Considérant ce qui suit :

  1. Les questions soulevées dans les instances visées ci-dessus sont identiques. Il y a lieu d'y statuer par une seule décision.

  2. Aux termes du premier alinéa de l'article 23-5 de l'ordonnance du 7 novembre 1958 portant loi organique sur le Conseil constitutionnel : « Le moyen tiré de ce qu'une disposition législative porte atteinte aux droits et libertés garantis par la Constitution peut être soulevé (...) à l'occasion d'une instance devant le Conseil d'Etat (...) ». Il résulte des dispositions de ce même article que le Conseil constitutionnel est saisi de la question prioritaire de constitutionnalité à la triple condition que la disposition contestée soit applicable au litige ou à la procédure, qu'elle n'ait pas déjà été déclarée conforme à la Constitution dans les motifs et le dispositif d'une décision du Conseil constitutionnel, sauf changement des circonstances, et que la question soit nouvelle ou présente un caractère sérieux.
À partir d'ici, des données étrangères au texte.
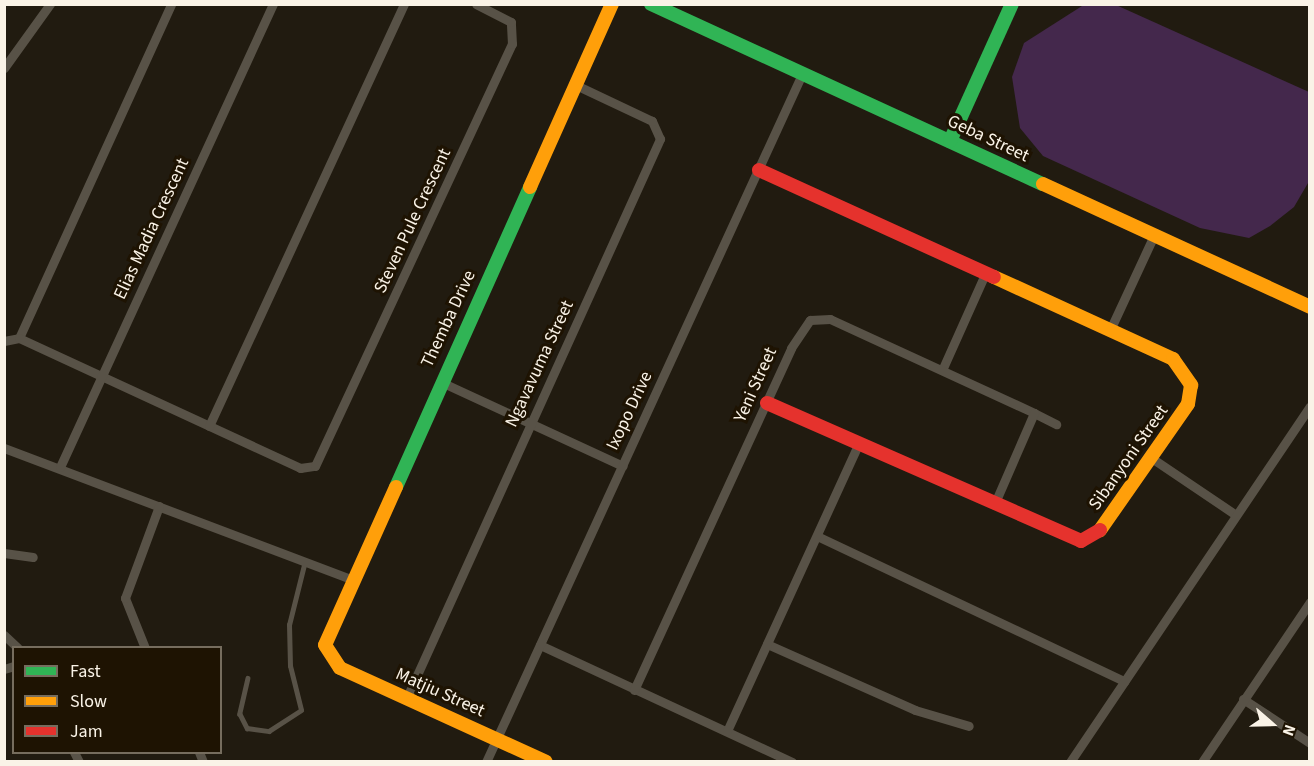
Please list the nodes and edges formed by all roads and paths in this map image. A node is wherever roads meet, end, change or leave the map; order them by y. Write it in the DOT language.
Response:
graph roads {
  1 [pos="50,4"];
  2 [pos="171,4"];
  3 [pos="273,4"];
  4 [pos="404,4"];
  5 [pos="476,4"];
  6 [pos="612,4"];
  7 [pos="651,4"];
  8 [pos="1012,4"];
  9 [pos="4,68"];
  10 [pos="802,74"];
  11 [pos="576,85"];
  12 [pos="950,141"];
  13 [pos="759,170"];
  14 [pos="1154,235"];
  15 [pos="985,274"];
  16 [pos="1310,307"];
  17 [pos="1110,330"];
  18 [pos="19,338"];
  19 [pos="4,341"];
  20 [pos="943,368"];
  21 [pos="102,376"];
  22 [pos="441,382"];
  23 [pos="767,403"];
  24 [pos="1310,406"];
  25 [pos="1034,413"];
  26 [pos="1056,424"];
  27 [pos="530,425"];
  28 [pos="209,426"];
  29 [pos="858,445"];
  30 [pos="4,448"];
  31 [pos="1153,459"];
  32 [pos="623,466"];
  33 [pos="60,467"];
  34 [pos="994,505"];
  35 [pos="159,506"];
  36 [pos="1236,515"];
  37 [pos="817,536"];
  38 [pos="4,552"];
  39 [pos="33,557"];
  40 [pos="305,561"];
  41 [pos="351,579"];
  42 [pos="1310,602"];
  43 [pos="4,635"];
  44 [pos="767,644"];
  45 [pos="540,645"];
  46 [pos="16,646"];
  47 [pos="144,646"];
  48 [pos="326,650"];
  49 [pos="248,678"];
  50 [pos="1124,681"];
  51 [pos="634,690"];
  52 [pos="406,697"];
  53 [pos="1243,699"];
  54 [pos="969,726"];
  55 [pos="727,731"];
  56 [pos="496,738"];
  57 [pos="1310,743"];
  58 [pos="1073,761"];
  59 [pos="486,762"];
  60 [pos="546,762"];
  61 [pos="792,762"];
  62 [pos="1202,762"];
  1 -- 9 [label="street"];
  2 -- 18 [label="street"];
  3 -- 21 [label="street, Elias Madia Crescent"];
  4 -- 28 [label="street"];
  5 -- 28 [label="street, Steven Pule Crescent"];
  6 -- 11 [label="street, Themba Drive"];
  7 -- 10 [label="street, Geba Street"];
  8 -- 12 [label="street"];
  10 -- 12 [label="street, Geba Street"];
  10 -- 13 [label="street, Ixopo Drive"];
  11 -- 22 [label="street, Themba Drive"];
  11 -- 27 [label="street, Ngavavuma Street"];
  12 -- 14 [label="street, Geba Street"];
  13 -- 15 [label="street, Sibanyoni Street"];
  13 -- 32 [label="street, Ixopo Drive"];
  14 -- 16 [label="street, Geba Street"];
  14 -- 17 [label="street"];
  15 -- 17 [label="street, Sibanyoni Street"];
  15 -- 20 [label="street"];
  17 -- 31 [label="street, Sibanyoni Street"];
  18 -- 19 [label="street"];
  18 -- 21 [label="street"];
  20 -- 23 [label="street, Yeni Street"];
  20 -- 25 [label="street, Yeni Street"];
  21 -- 28 [label="street"];
  21 -- 33 [label="street, Elias Madia Crescent"];
  22 -- 27 [label="street"];
  22 -- 41 [label="street, Themba Drive"];
  23 -- 29 [label="street, Sibanyoni Street"];
  23 -- 51 [label="street, Yeni Street"];
  24 -- 36 [label="street"];
  25 -- 26 [label="street, Yeni Street"];
  25 -- 34 [label="street"];
  27 -- 32 [label="street"];
  27 -- 52 [label="street, Ngavavuma Street"];
  29 -- 34 [label="street, Sibanyoni Street"];
  29 -- 37 [label="street"];
  30 -- 33 [label="street"];
  31 -- 34 [label="street, Sibanyoni Street"];
  31 -- 36 [label="street"];
  32 -- 45 [label="street, Ixopo Drive"];
  33 -- 35 [label="street"];
  35 -- 40 [label="street"];
  35 -- 47 [label="street"];
  36 -- 50 [label="street"];
  37 -- 44 [label="street"];
  37 -- 50 [label="street"];
  38 -- 39 [label="street"];
  40 -- 41 [label="street"];
  40 -- 49 [label="lane"];
  41 -- 48 [label="street, Themba Drive"];
  42 -- 53 [label="street"];
  43 -- 46 [label="street"];
  44 -- 54 [label="street"];
  44 -- 55 [label="street"];
  45 -- 51 [label="street"];
  45 -- 56 [label="street, Ixopo Drive"];
  48 -- 52 [label="street, Matjiu Street"];
  50 -- 58 [label="street"];
  51 -- 55 [label="street"];
  52 -- 56 [label="street, Matjiu Street"];
  53 -- 57 [label="street"];
  53 -- 62 [label="street"];
  55 -- 61 [label="street"];
  56 -- 59 [label="street, Ixopo Drive"];
  56 -- 60 [label="street, Matjiu Street"];
}
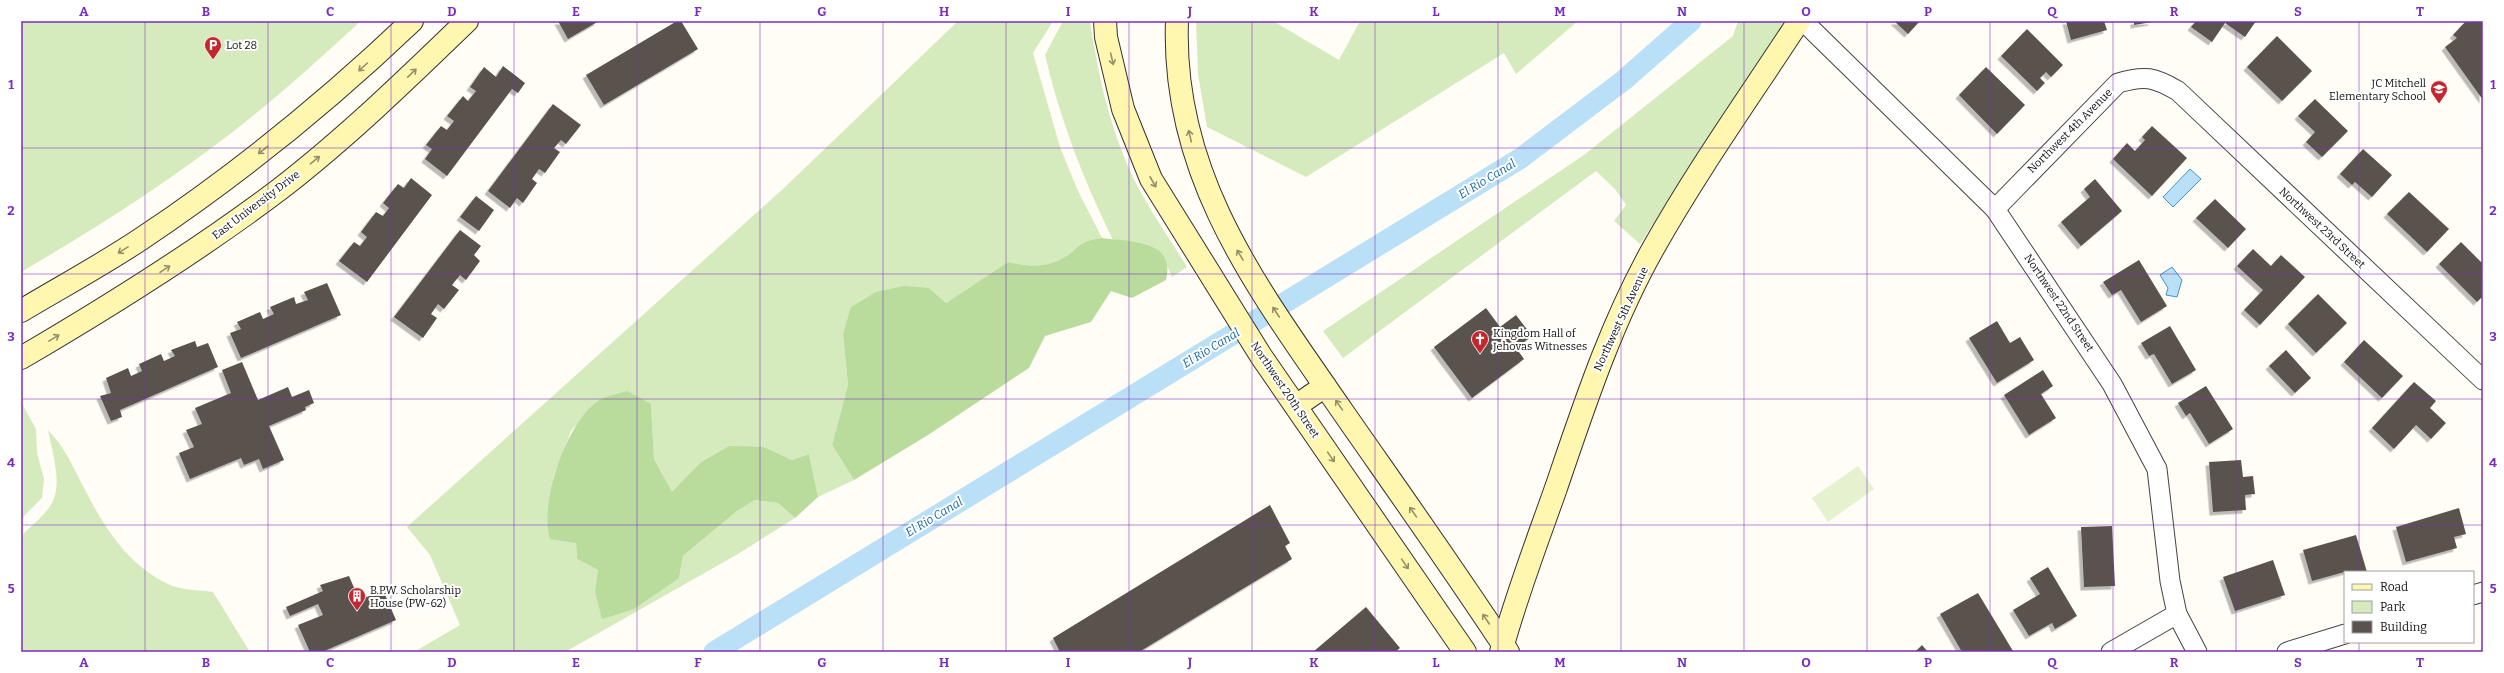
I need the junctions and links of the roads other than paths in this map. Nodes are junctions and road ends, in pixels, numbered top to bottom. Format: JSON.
{"nodes":[{"id":1,"x":412,"y":21,"type":"edge"},
{"id":2,"x":467,"y":21,"type":"edge"},
{"id":3,"x":1105,"y":21,"type":"edge"},
{"id":4,"x":1177,"y":21,"type":"edge"},
{"id":5,"x":1799,"y":21,"type":"edge"},
{"id":6,"x":1803,"y":21,"type":"edge"},
{"id":7,"x":2158,"y":79,"type":"joint"},
{"id":8,"x":1995,"y":209,"type":"junction"},
{"id":9,"x":21,"y":311,"type":"edge"},
{"id":10,"x":21,"y":358,"type":"edge"},
{"id":11,"x":2483,"y":380,"type":"edge"},
{"id":12,"x":1325,"y":386,"type":"junction"},
{"id":13,"x":1296,"y":406,"type":"junction"},
{"id":14,"x":2177,"y":614,"type":"junction"},
{"id":15,"x":2344,"y":634,"type":"edge"},
{"id":16,"x":1504,"y":650,"type":"edge"},
{"id":17,"x":1466,"y":652,"type":"edge"},
{"id":18,"x":2111,"y":652,"type":"edge"},
{"id":19,"x":2197,"y":652,"type":"edge"},
{"id":20,"x":2287,"y":652,"type":"edge"}],
"edges":[{"from":1,"to":9,"type":"street","one_way":true},
{"from":10,"to":2,"type":"street","name":"East University Drive","one_way":true},
{"from":3,"to":13,"type":"street","name":"Northwest 20th Street","one_way":true},
{"from":12,"to":4,"type":"street","one_way":true},
{"from":5,"to":16,"type":"street","name":"Northwest 5th Avenue"},
{"from":6,"to":8,"type":"street","name":"Northwest 22nd Street"},
{"from":7,"to":8,"type":"street","name":"Northwest 4th Avenue"},
{"from":7,"to":11,"type":"street","name":"Northwest 23rd Street"},
{"from":8,"to":14,"type":"street","name":"Northwest 22nd Street"},
{"from":12,"to":13,"type":"street"},
{"from":16,"to":12,"type":"street","one_way":true},
{"from":13,"to":17,"type":"street","name":"Northwest 20th Street","one_way":true},
{"from":14,"to":18,"type":"street"},
{"from":14,"to":19,"type":"street","name":"Northwest 22nd Street"},
{"from":15,"to":20,"type":"street"}]}
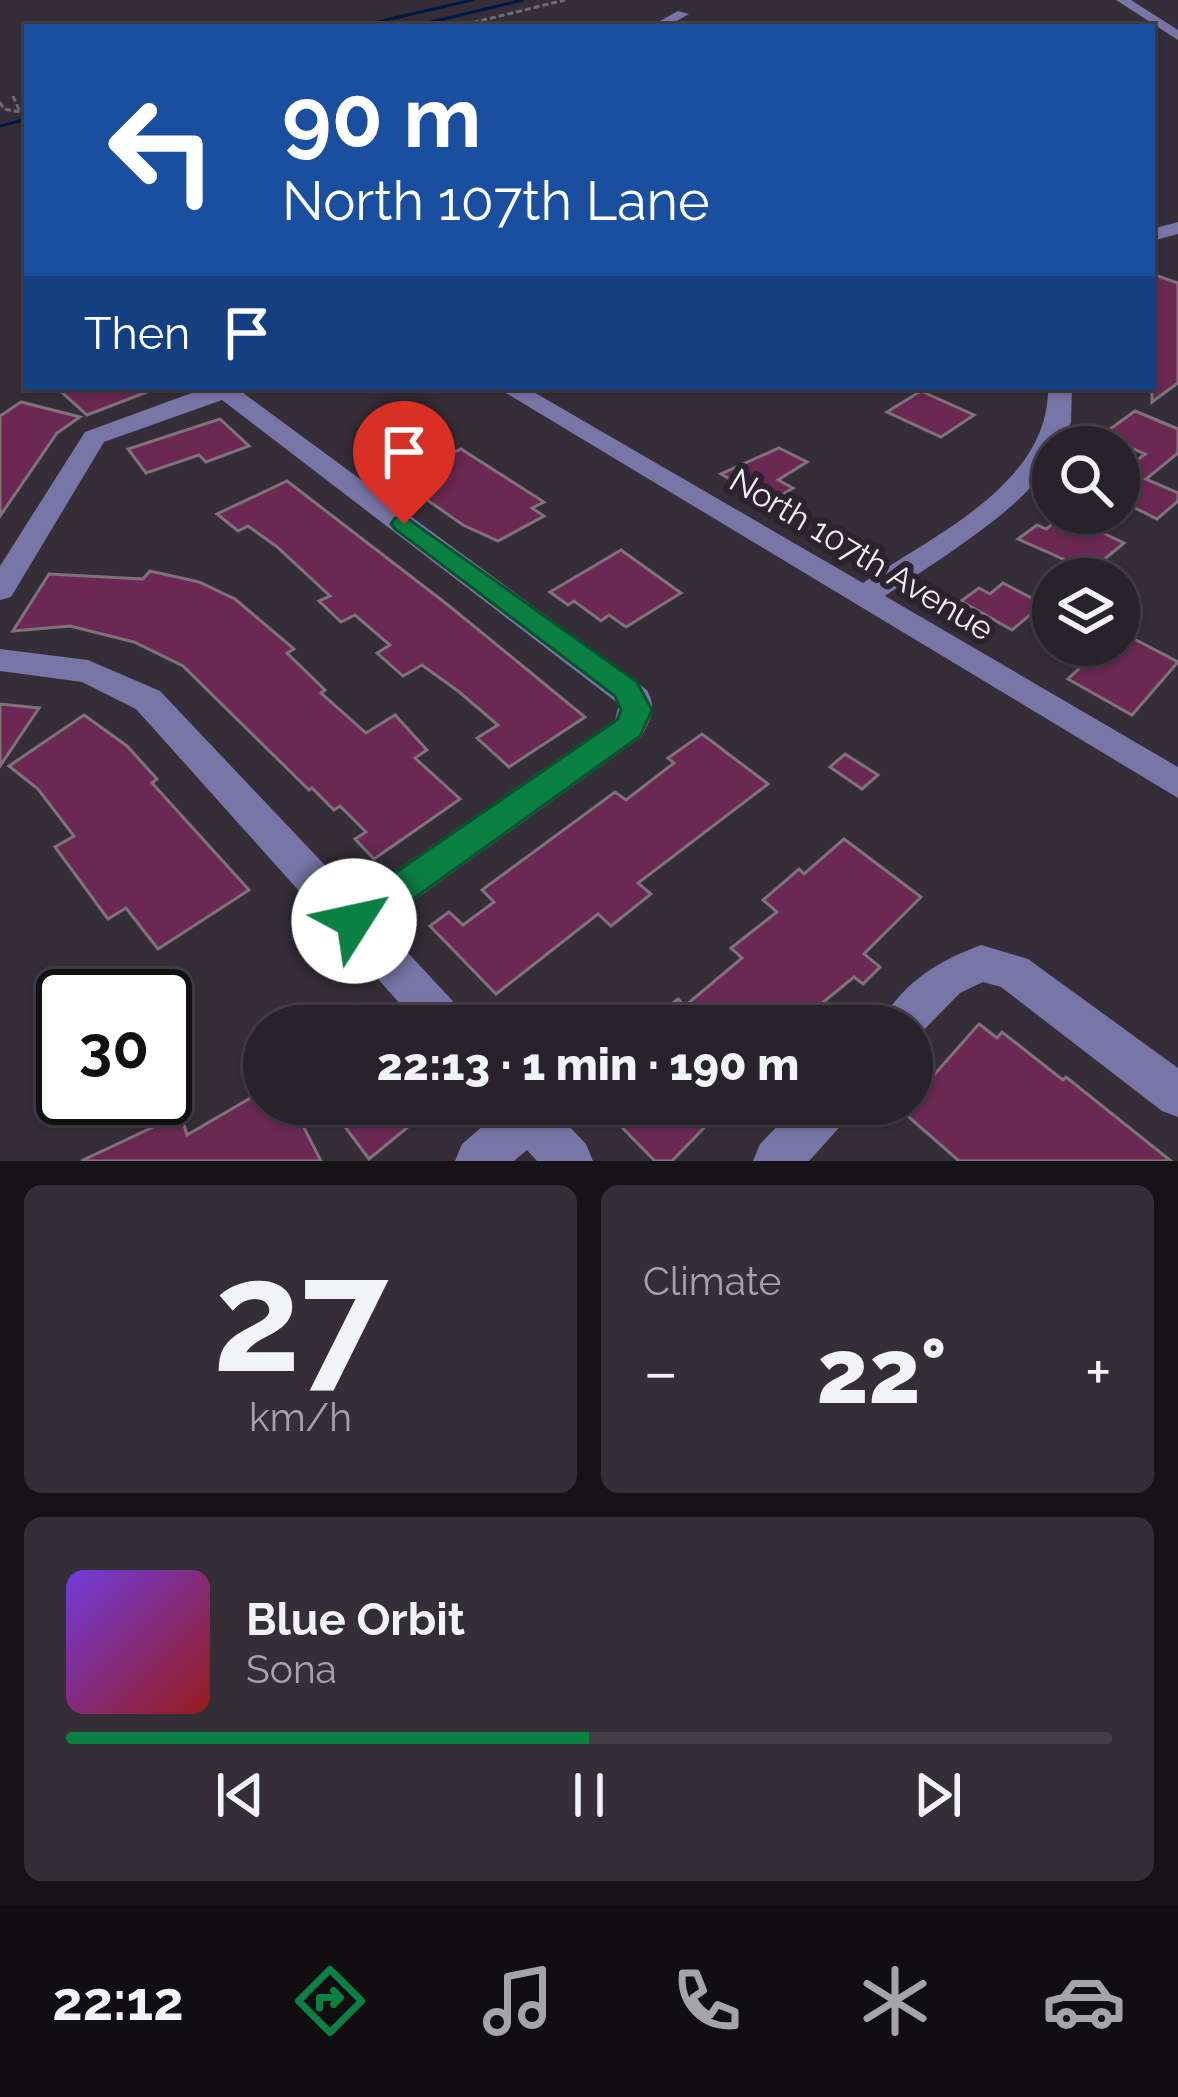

  3. Le I de l'article 1389 du code général des impôts prévoit que : « Les contribuables peuvent obtenir le dégrèvement de la taxe foncière en cas de vacance d'une maison normalement destinée à la location ou d'inexploitation d'un immeuble utilisé par le contribuable lui-même à usage commercial ou industriel, à partir du premier jour du mois suivant celui du début de la vacance ou de l'inexploitation jusqu'au dernier jour du mois au cours duquel la vacance ou l'inexploitation a pris fin. / Le dégrèvement est subordonné à la triple condition que la vacance ou l'inexploitation soit indépendante de la volonté du contribuable, que la vacance ait une durée de trois mois au moins et qu'elle affecte soit la totalité de l'immeuble, soit une partie susceptible de location ou d'exploitation séparée (...) ».

  4. La SCI Hyeroise soutient, d'une part, que ces dispositions méconnaissent les principes constitutionnels d'égalité devant la loi fiscale et d'égalité devant les charges publiques, garantis par les articles 6 et 13 de la Déclaration des droits de l'homme et du citoyen, et portent atteinte au droit de propriété, garanti par les dispositions de l'article 2 de la même Déclaration et, d'autre part, que la question ainsi posée est nouvelle au regard de l'autorité qui s'attache, en vertu de l'article 62 de la Constitution, aux décisions du Conseil constitutionnel n° 98-403 DC du 29 juillet 1998 et n° 2012-662 DC du 29 décembre 2012.

  5. Les dispositions du I de l'article 1389 du code général des impôts sont applicables aux litiges dont est saisi le tribunal administratif de Toulon et n'ont pas déjà été déclarées conformes à la Constitution par le Conseil constitutionnel. Le moyen tiré de ce que les dispositions contestées sont contraires aux principes d'égalité devant la loi fiscale et d'égalité devant les charges publiques, notamment en ce qu'elle prévoient une condition supplémentaire pour les immeubles à usage commercial ou industriel tenant à ce qu'ils soient utilisés par le contribuable lui-même et en ce qu'elles ne prévoient aucun dégrèvement en faveur des parkings et des garages, soulève une question présentant un caractère sérieux. Il y a lieu, pour ce motif, de renvoyer au Conseil constitutionnel la question prioritaire de constitutionnalité invoquée.

D E C I D E :

Article 1er : La question de la conformité à la Constitution du I de l'article 1389 du code général des impôts est renvoyée au Conseil constitutionnel.
Article 2 : La présente décision sera notifiée à la SCI Hyeroise et au ministre de l'économie et des finances.
Copie en sera adressée au Conseil constitutionnel et au Premier ministre.